---------- Provided material

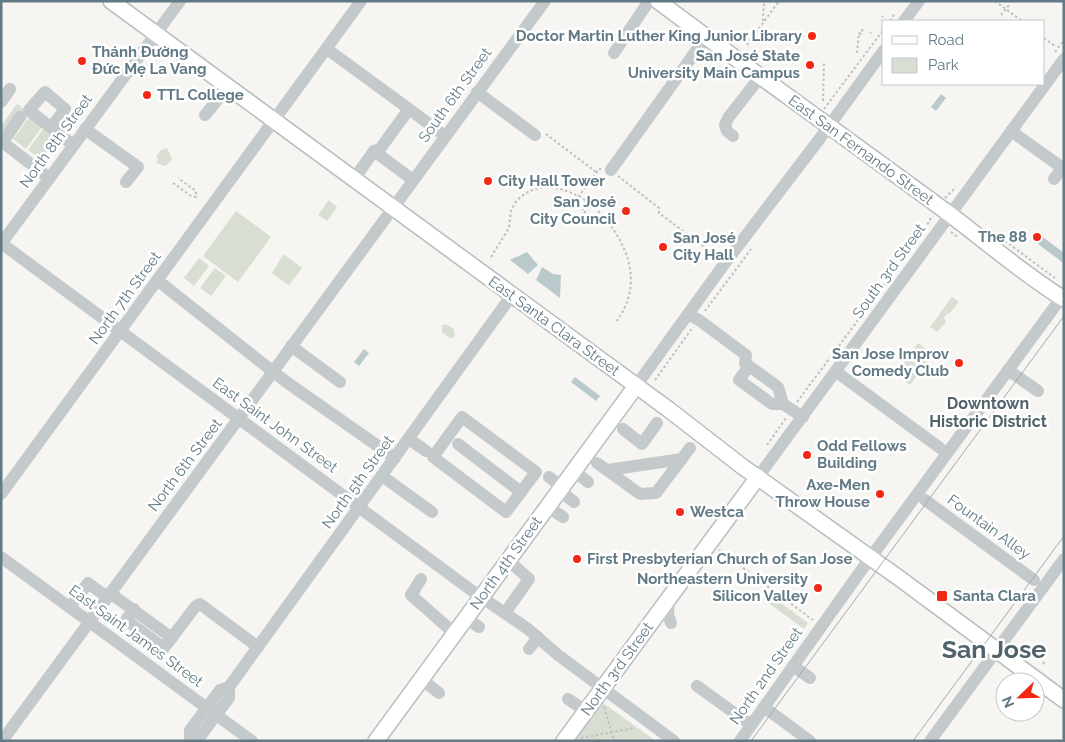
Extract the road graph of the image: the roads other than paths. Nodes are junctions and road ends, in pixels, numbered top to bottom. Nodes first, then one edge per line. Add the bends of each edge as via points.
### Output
1 (180, 1) edge
2 (361, 1) edge
3 (545, 1) edge
4 (649, 1) edge
5 (658, 1) edge
6 (919, 1) edge
7 (120, 4) edge
8 (905, 20) edge
9 (156, 34) junction
10 (706, 37) junction
11 (327, 49) junction
12 (614, 53) dead end
13 (882, 53) edge
14 (1062, 67) edge
15 (760, 77) junction
16 (228, 87) junction
17 (10, 90) dead end
18 (477, 92) junction
19 (1, 102) edge
20 (409, 109) junction
21 (205, 115) dead end
22 (20, 117) dead end
23 (275, 121) junction
24 (51, 128) dead end
25 (85, 128) junction
26 (828, 128) junction
27 (1011, 131) junction
28 (535, 135) dead end
29 (445, 136) junction
30 (733, 136) dead end
31 (2, 142) edge
32 (73, 145) junction
33 (374, 151) junction
34 (605, 169) road end
35 (1063, 169) edge
36 (49, 178) junction
37 (1054, 179) dead end
38 (354, 180) junction
39 (413, 180) junction
40 (126, 182) dead end
41 (393, 208) junction
42 (950, 214) junction
43 (1, 244) edge
44 (157, 280) junction
45 (512, 296) junction
46 (1063, 297) edge
47 (693, 317) junction
48 (121, 332) junction
49 (291, 346) junction
50 (1008, 370) junction
51 (273, 371) junction
52 (842, 376) dead end
53 (340, 382) dead end
54 (636, 386) junction
55 (1038, 391) dead end
56 (793, 410) junction
57 (239, 419) junction
58 (657, 423) dead end
59 (623, 429) dead end
60 (409, 439) junction
61 (458, 444) dead end
62 (642, 444) junction
63 (690, 448) dead end
64 (940, 448) dead end
65 (426, 451) dead end
66 (395, 458) junction
67 (682, 459) junction
68 (645, 465) junction
69 (574, 471) junction
70 (382, 476) junction
71 (758, 476) junction
72 (550, 477) dead end
73 (588, 482) dead end
74 (560, 488) junction
75 (521, 492) junction
76 (1, 494) edge
77 (925, 500) dead end
78 (574, 502) dead end
79 (547, 506) junction
80 (359, 508) junction
81 (432, 512) dead end
82 (563, 517) dead end
83 (1, 557) edge
84 (870, 558) junction
85 (1064, 559) edge
86 (508, 560) junction
87 (421, 579) dead end
88 (1034, 580) dead end
89 (108, 595) junction
90 (481, 596) junction
91 (669, 598) junction
92 (70, 607) junction
93 (505, 613) junction
94 (466, 618) junction
95 (89, 621) junction
96 (480, 627) dead end
97 (646, 628) junction
98 (454, 633) junction
99 (538, 637) junction
100 (258, 647) junction
101 (529, 649) dead end
102 (996, 650) junction
103 (793, 666) junction
104 (810, 678) dead end
105 (421, 679) junction
106 (697, 686) dead end
107 (602, 688) junction
108 (440, 693) dead end
109 (568, 699) dead end
110 (1064, 700) edge
111 (764, 707) junction
112 (211, 711) junction
113 (586, 711) junction
114 (751, 725) junction
115 (190, 740) edge
116 (2, 741) edge
117 (252, 741) edge
118 (376, 741) edge
119 (564, 741) edge
120 (674, 741) edge
121 (740, 741) edge
122 (810, 741) edge
123 (930, 741) edge

1 - 9 street, North 8th Street
2 - 11 street, North 7th Street
3 - 18 street, South 6th Street
4 - 12 street
5 - 10 main road, East San Fernando Street
6 - 8 street
7 - 9 main road, East Santa Clara Street
9 - 16 main road, East Santa Clara Street
9 - 25 street, North 8th Street
10 - 15 main road, East San Fernando Street
10 - 34 street
11 - 20 street
11 - 23 street, North 7th Street
13 - 26 street
14 - 27 street, South 3rd Street
15 - 26 main road, East San Fernando Street
15 - 30 street via 728,118 725,125
16 - 21 street
16 - 23 main road, East Santa Clara Street
17 - 19 street
18 - 28 street
18 - 29 street, South 6th Street
20 - 29 street
20 - 33 street via 380,149
22 - 31 street
23 - 38 main road, East Santa Clara Street
23 - 44 street, North 7th Street
24 - 32 street
25 - 32 street, North 8th Street
25 - 40 street via 138,166
26 - 42 main road, East San Fernando Street
26 - 47 street via 725,263
27 - 35 street
27 - 42 street, South 3rd Street
29 - 39 street, South 6th Street
31 - 36 street
32 - 36 street, North 8th Street
33 - 38 street
33 - 39 street
35 - 37 street
36 - 43 street, North 8th Street
38 - 41 main road, East Santa Clara Street
39 - 41 street, South 6th Street
41 - 45 main road, East Santa Clara Street
41 - 49 street, North 6th Street
42 - 46 main road, East San Fernando Street
42 - 56 street, South 3rd Street
43 - 48 street, East Saint John Street
44 - 48 street, North 7th Street
44 - 51 street
45 - 54 main road, East Santa Clara Street
45 - 60 street, North 5th Street
46 - 50 street, North 2nd Street
47 - 54 street
47 - 56 street via 746,355 745,363 749,366 739,380 772,404
48 - 57 street, East Saint John Street
48 - 76 street, North 7th Street
49 - 51 street, North 6th Street
49 - 53 street
50 - 55 street
50 - 84 street, North 2nd Street
51 - 57 street, North 6th Street
51 - 66 street
52 - 64 street
54 - 69 main road, North 4th Street
54 - 71 main road, East Santa Clara Street
56 - 71 street, South 3rd Street
57 - 80 street, East Saint John Street
57 - 89 street, North 6th Street
58 - 62 street
59 - 62 street
60 - 65 street
60 - 66 street, North 5th Street
61 - 75 street
62 - 68 street
63 - 67 street
66 - 70 street, North 5th Street
67 - 68 street
67 - 68 street via 656,493 640,494 602,466
69 - 73 street
69 - 74 main road, North 4th Street
70 - 80 street, North 5th Street
70 - 81 street
71 - 84 main road, East Santa Clara Street
71 - 91 main road, North 3rd Street
72 - 74 street
74 - 78 street
74 - 79 main road, North 4th Street
75 - 75 street via 506,512 433,457 462,417 536,472
77 - 88 street, Fountain Alley
79 - 82 street
79 - 86 main road, North 4th Street
80 - 90 street, East Saint John Street
80 - 100 street, North 5th Street
83 - 92 street, East Saint James Street
84 - 102 main road, East Santa Clara Street
84 - 103 street, North 2nd Street
85 - 102 street
86 - 90 main road, North 4th Street
86 - 93 street via 529,579
87 - 98 street via 411,595
89 - 92 street via 88,583
89 - 95 street, North 6th Street
89 - 100 street via 134,610 126,620 164,648 200,604
90 - 93 street, East Saint John Street
90 - 94 main road, North 4th Street
91 - 97 main road, North 3rd Street
91 - 97 street via 670,625
92 - 95 street, East Saint James Street
93 - 99 street, East Saint John Street
94 - 96 street
94 - 98 main road, North 4th Street
95 - 112 street, East Saint James Street
95 - 116 street, North 6th Street
97 - 107 main road, North 3rd Street
98 - 105 main road, North 4th Street
99 - 101 street
99 - 107 street, East Saint John Street via 547,654
100 - 112 street, North 5th Street via 229,687 229,698
102 - 110 main road, East Santa Clara Street
102 - 123 street
103 - 104 street
103 - 111 street, North 2nd Street
105 - 108 street
105 - 118 main road, North 4th Street
106 - 114 street
107 - 113 main road, North 3rd Street
107 - 120 street, East Saint John Street
109 - 113 street
111 - 114 street, North 2nd Street
111 - 122 street
112 - 115 street, North 5th Street via 199,738
112 - 117 street, East Saint James Street
113 - 119 main road, North 3rd Street
114 - 121 street, North 2nd Street

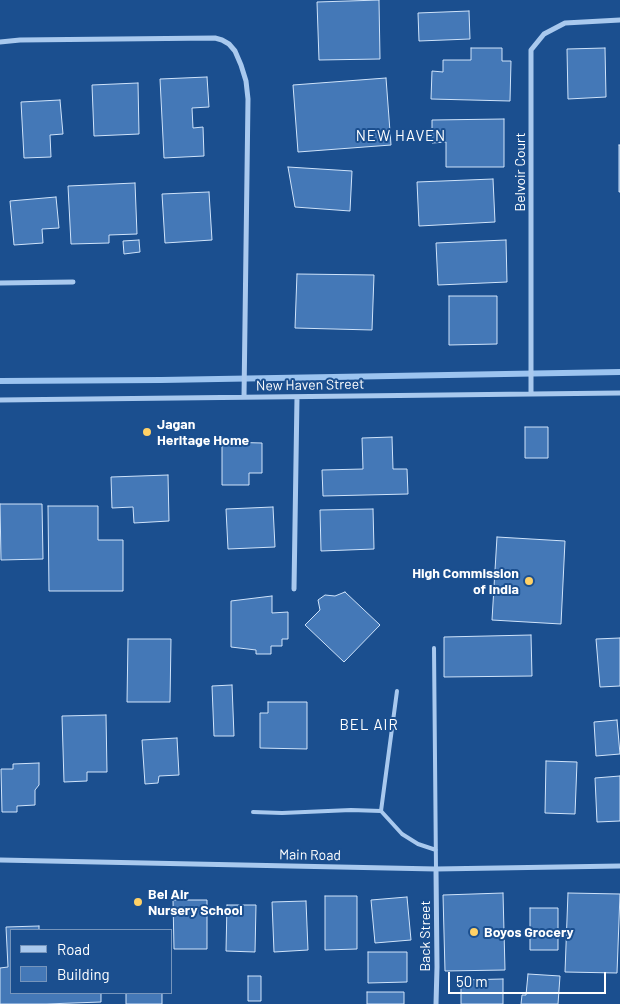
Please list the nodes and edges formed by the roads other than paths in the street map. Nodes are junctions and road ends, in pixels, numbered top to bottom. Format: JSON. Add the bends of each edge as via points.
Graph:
{"nodes":[{"id":1,"x":620,"y":20,"type":"edge"},
{"id":2,"x":0,"y":42,"type":"edge"},
{"id":3,"x":73,"y":282,"type":"dead end"},
{"id":4,"x":0,"y":283,"type":"edge"},
{"id":5,"x":620,"y":393,"type":"edge"},
{"id":6,"x":531,"y":394,"type":"junction"},
{"id":7,"x":244,"y":397,"type":"junction"},
{"id":8,"x":297,"y":397,"type":"junction"},
{"id":9,"x":0,"y":400,"type":"edge"},
{"id":10,"x":294,"y":590,"type":"dead end"},
{"id":11,"x":434,"y":648,"type":"dead end"},
{"id":12,"x":397,"y":691,"type":"dead end"},
{"id":13,"x":381,"y":811,"type":"junction"},
{"id":14,"x":253,"y":812,"type":"dead end"},
{"id":15,"x":436,"y":850,"type":"junction"},
{"id":16,"x":0,"y":860,"type":"edge"},
{"id":17,"x":620,"y":866,"type":"edge"},
{"id":18,"x":436,"y":869,"type":"junction"},
{"id":19,"x":436,"y":1004,"type":"edge"}],
"edges":[{"from":1,"to":6,"type":"street","name":"Belvoir Court","via":[[565,23],[544,34],[531,50]]},
{"from":2,"to":7,"type":"street","via":[[215,38],[229,44],[235,51],[244,73],[248,99]]},
{"from":3,"to":4,"type":"street"},
{"from":5,"to":6,"type":"street","name":"New Haven Street"},
{"from":6,"to":8,"type":"street","name":"New Haven Street"},
{"from":7,"to":8,"type":"street","name":"New Haven Street"},
{"from":7,"to":9,"type":"street","name":"New Haven Street"},
{"from":8,"to":10,"type":"street"},
{"from":11,"to":15,"type":"lane"},
{"from":12,"to":13,"type":"lane"},
{"from":13,"to":14,"type":"lane"},
{"from":13,"to":15,"type":"lane","via":[[402,834]]},
{"from":15,"to":18,"type":"lane"},
{"from":16,"to":18,"type":"street","name":"Main Road"},
{"from":17,"to":18,"type":"street","name":"Main Road"},
{"from":18,"to":19,"type":"street","name":"Back Street"}]}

--------------------

**Assignment**. Using the entries above, work out how many lines include the word "Haven", and give only that count.

**Task output**. 4